«L’adaptation de l’habitat doit se faire prioritairement dans les zones favorables au vieillissement», Pierre-Marie Chapon, référent France «Ville amie des aînés»
Comment les villes peuvent-elles accompagner le vieillissement de la population ? En anticipant ! C’est le conseil aux édiles de Pierre-Marie Chapon, référent France auprès de l’Organisation Mondial de la Santé pour le programme international «Ville amie des aînés».
Propos recueillis par Julien Beideler
Dans le cadre du projet de loi sur l’adaptation de la société au vieillissement de sa population, le Premier ministre, Jean-Marc Ayrault, se rend le 12 février à Angers. Pourquoi le choix de la préfecture du Maine-et-Loire ? Parce qu’Angers fait partie des 19 villes françaises officiellement reconnues «Villes amies des aînés» par l’OMS (Organisation Mondial de la Santé). Une démarche de labellisation qui pourrait bien être généralisée dans le cadre du projet de loi. Pierre-Marie Chapon, référent pour la France auprès de l’OMS, détaille le concept :
En quoi consiste le label «Ville amie des aînés» ?
Le projet est né en 2005 lors d’un congrès mondial de gériatrie et gérontologie à Rio de Janeiro avant que les premières villes collaboratrices mettent en place un protocole utilisable partout dans le monde en 2007 à Vancouver. Aucune n’était française. L’idée du programme est d’engager une dynamique d’anticipation et d’adaptation des villes au vieillissement de la population à travers 8 indicateurs de la vie quotidienne (transports, habitat, participation au tissu social, respect et inclusion sociale, participation citoyenne, communication, santé et espaces extérieurs).

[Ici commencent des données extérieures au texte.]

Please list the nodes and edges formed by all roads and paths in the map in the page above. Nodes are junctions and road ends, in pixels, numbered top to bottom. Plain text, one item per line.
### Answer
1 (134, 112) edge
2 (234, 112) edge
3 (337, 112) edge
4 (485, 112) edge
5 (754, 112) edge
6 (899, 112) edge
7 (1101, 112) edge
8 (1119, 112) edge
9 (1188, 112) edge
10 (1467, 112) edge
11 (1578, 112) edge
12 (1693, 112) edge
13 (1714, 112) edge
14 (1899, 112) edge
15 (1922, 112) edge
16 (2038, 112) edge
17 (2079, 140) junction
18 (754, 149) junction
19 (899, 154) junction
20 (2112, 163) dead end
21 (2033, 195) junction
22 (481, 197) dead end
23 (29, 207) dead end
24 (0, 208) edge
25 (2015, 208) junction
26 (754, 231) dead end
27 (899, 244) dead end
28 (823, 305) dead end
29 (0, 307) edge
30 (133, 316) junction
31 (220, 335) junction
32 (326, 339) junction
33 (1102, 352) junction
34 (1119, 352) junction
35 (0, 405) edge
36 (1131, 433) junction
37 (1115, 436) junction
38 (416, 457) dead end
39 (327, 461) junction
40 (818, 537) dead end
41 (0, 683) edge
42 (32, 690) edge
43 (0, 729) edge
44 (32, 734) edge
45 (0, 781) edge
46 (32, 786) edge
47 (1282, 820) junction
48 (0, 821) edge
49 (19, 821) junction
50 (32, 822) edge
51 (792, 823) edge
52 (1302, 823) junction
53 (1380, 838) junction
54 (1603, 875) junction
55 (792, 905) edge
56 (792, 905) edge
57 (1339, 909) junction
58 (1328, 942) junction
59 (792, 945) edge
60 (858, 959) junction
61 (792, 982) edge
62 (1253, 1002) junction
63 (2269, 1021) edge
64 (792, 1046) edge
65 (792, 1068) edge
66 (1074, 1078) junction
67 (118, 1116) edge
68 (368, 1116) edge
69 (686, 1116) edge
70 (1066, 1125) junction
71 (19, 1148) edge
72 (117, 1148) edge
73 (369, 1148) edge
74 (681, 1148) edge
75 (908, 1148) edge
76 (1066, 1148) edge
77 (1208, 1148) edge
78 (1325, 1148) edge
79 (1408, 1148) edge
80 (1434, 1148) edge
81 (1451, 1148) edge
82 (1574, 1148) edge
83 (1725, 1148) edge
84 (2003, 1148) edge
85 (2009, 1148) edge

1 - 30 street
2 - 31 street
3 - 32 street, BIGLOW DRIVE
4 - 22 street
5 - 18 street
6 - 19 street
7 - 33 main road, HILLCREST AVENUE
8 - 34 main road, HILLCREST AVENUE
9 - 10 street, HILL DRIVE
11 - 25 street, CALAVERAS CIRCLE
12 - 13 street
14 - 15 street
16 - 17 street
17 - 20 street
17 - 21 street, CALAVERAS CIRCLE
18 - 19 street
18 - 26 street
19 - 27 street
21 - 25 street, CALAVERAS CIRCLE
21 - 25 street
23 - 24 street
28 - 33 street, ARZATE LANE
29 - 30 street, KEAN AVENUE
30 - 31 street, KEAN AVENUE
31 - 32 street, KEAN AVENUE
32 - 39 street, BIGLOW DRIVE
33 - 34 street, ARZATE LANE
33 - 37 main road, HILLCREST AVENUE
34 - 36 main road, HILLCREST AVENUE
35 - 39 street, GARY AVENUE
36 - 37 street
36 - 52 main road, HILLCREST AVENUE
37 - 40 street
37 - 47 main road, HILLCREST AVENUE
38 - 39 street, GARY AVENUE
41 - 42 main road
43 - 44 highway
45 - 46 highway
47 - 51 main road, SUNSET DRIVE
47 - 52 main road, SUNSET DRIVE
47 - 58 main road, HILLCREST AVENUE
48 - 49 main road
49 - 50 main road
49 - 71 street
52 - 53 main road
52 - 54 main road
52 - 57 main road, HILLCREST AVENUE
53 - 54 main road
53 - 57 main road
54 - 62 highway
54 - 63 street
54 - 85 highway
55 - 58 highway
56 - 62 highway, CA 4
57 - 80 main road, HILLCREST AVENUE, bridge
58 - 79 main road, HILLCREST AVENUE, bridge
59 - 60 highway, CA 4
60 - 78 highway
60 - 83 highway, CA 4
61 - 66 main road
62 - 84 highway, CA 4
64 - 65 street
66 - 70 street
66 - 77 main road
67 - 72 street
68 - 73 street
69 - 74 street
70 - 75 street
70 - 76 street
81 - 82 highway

Y a-t-il aujourd’hui des villes françaises engagées dans la démarche ?
Les villes françaises figurent aujourd’hui dans le «réseau francophone des villes amies des aînés» présidé par François Rebsamen, sénateur-maire de Dijon. Aujourd’hui, elles sont officiellement 19 à être reconnues par l’OMS : Angers, Bar-le-Duc, Besançon, Bey, Carquefou, Dijon, Limonest, Lyon, Le-Havre, Metz, Quatzenheim, Quimper, Rennes, Royan, Saint-Denis de la Réunion, Schœlcher, Strasbourg, Toulouse, Villeneuve-sur-Lot.
Adapter une ville au vieillissement est un défi titanesque ! Comment s’y prend-on ?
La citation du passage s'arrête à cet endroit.